### PROBLEM DETAILS:
Once the pictures are removed, reproduce what is left of the data below exactly.

### TASK MATERIAL:
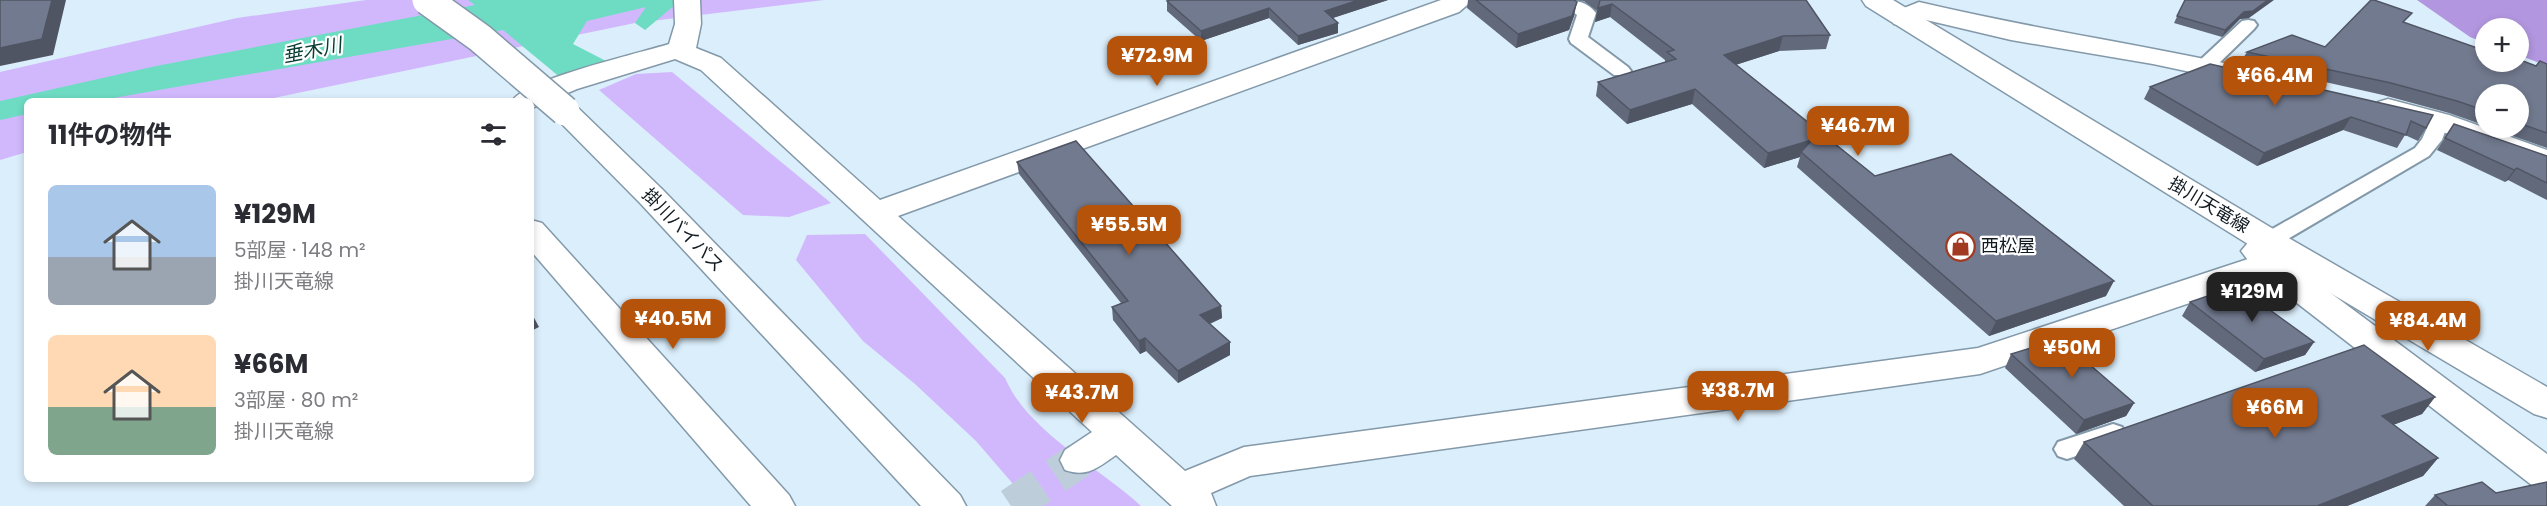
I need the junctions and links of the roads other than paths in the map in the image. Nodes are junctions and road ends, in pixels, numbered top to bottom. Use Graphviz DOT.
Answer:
graph roads {
  1 [pos="427,0"];
  2 [pos="1460,0"];
  3 [pos="1566,0"];
  4 [pos="1875,0"];
  5 [pos="1903,18"];
  6 [pos="685,24"];
  7 [pos="2248,25"];
  8 [pos="2204,67"];
  9 [pos="1621,71"];
  10 [pos="2273,82"];
  11 [pos="532,98"];
  12 [pos="2364,101"];
  13 [pos="2439,121"];
  14 [pos="2547,160"];
  15 [pos="874,213"];
  16 [pos="534,233"];
  17 [pos="2268,252"];
  18 [pos="2547,404"];
  19 [pos="2135,426"];
  20 [pos="1117,435"];
  21 [pos="2067,450"];
  22 [pos="1079,460"];
  23 [pos="2547,475"];
  24 [pos="1189,498"];
  25 [pos="775,506"];
  26 [pos="946,506"];
  1 -- 26 [label="main road, 掛川バイパス, bridge"];
  2 -- 15 [label="main road"];
  3 -- 9 [label="lane"];
  4 -- 5 [label="main road, 掛川天竜線"];
  5 -- 8 [label="main road"];
  5 -- 17 [label="main road, 掛川天竜線"];
  6 -- 11 [label="main road"];
  6 -- 15 [label="main road"];
  7 -- 8 [label="lane"];
  8 -- 10 [label="main road"];
  12 -- 13 [label="main road"];
  13 -- 14 [label="main road"];
  13 -- 17 [label="lane"];
  15 -- 20 [label="main road"];
  16 -- 25 [label="main road"];
  17 -- 18 [label="main road, 掛川天竜線"];
  17 -- 23 [label="main road"];
  17 -- 24 [label="main road"];
  19 -- 21 [label="lane"];
  20 -- 22 [label="main road"];
  20 -- 24 [label="main road"];
}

### OUTPUT OF THE EXERCISE:
I need the junctions and links of the roads other than paths in the map in the image. Nodes are junctions and road ends, in pixels, numbered top to bottom. Use Graphviz DOT.
Answer:
graph roads {
  1 [pos="427,0"];
  2 [pos="1460,0"];
  3 [pos="1566,0"];
  4 [pos="1875,0"];
  5 [pos="1903,18"];
  6 [pos="685,24"];
  7 [pos="2248,25"];
  8 [pos="2204,67"];
  9 [pos="1621,71"];
  10 [pos="2273,82"];
  11 [pos="532,98"];
  12 [pos="2364,101"];
  13 [pos="2439,121"];
  14 [pos="2547,160"];
  15 [pos="874,213"];
  16 [pos="534,233"];
  17 [pos="2268,252"];
  18 [pos="2547,404"];
  19 [pos="2135,426"];
  20 [pos="1117,435"];
  21 [pos="2067,450"];
  22 [pos="1079,460"];
  23 [pos="2547,475"];
  24 [pos="1189,498"];
  25 [pos="775,506"];
  26 [pos="946,506"];
  1 -- 26 [label="main road, 掛川バイパス, bridge"];
  2 -- 15 [label="main road"];
  3 -- 9 [label="lane"];
  4 -- 5 [label="main road, 掛川天竜線"];
  5 -- 8 [label="main road"];
  5 -- 17 [label="main road, 掛川天竜線"];
  6 -- 11 [label="main road"];
  6 -- 15 [label="main road"];
  7 -- 8 [label="lane"];
  8 -- 10 [label="main road"];
  12 -- 13 [label="main road"];
  13 -- 14 [label="main road"];
  13 -- 17 [label="lane"];
  15 -- 20 [label="main road"];
  16 -- 25 [label="main road"];
  17 -- 18 [label="main road, 掛川天竜線"];
  17 -- 23 [label="main road"];
  17 -- 24 [label="main road"];
  19 -- 21 [label="lane"];
  20 -- 22 [label="main road"];
  20 -- 24 [label="main road"];
}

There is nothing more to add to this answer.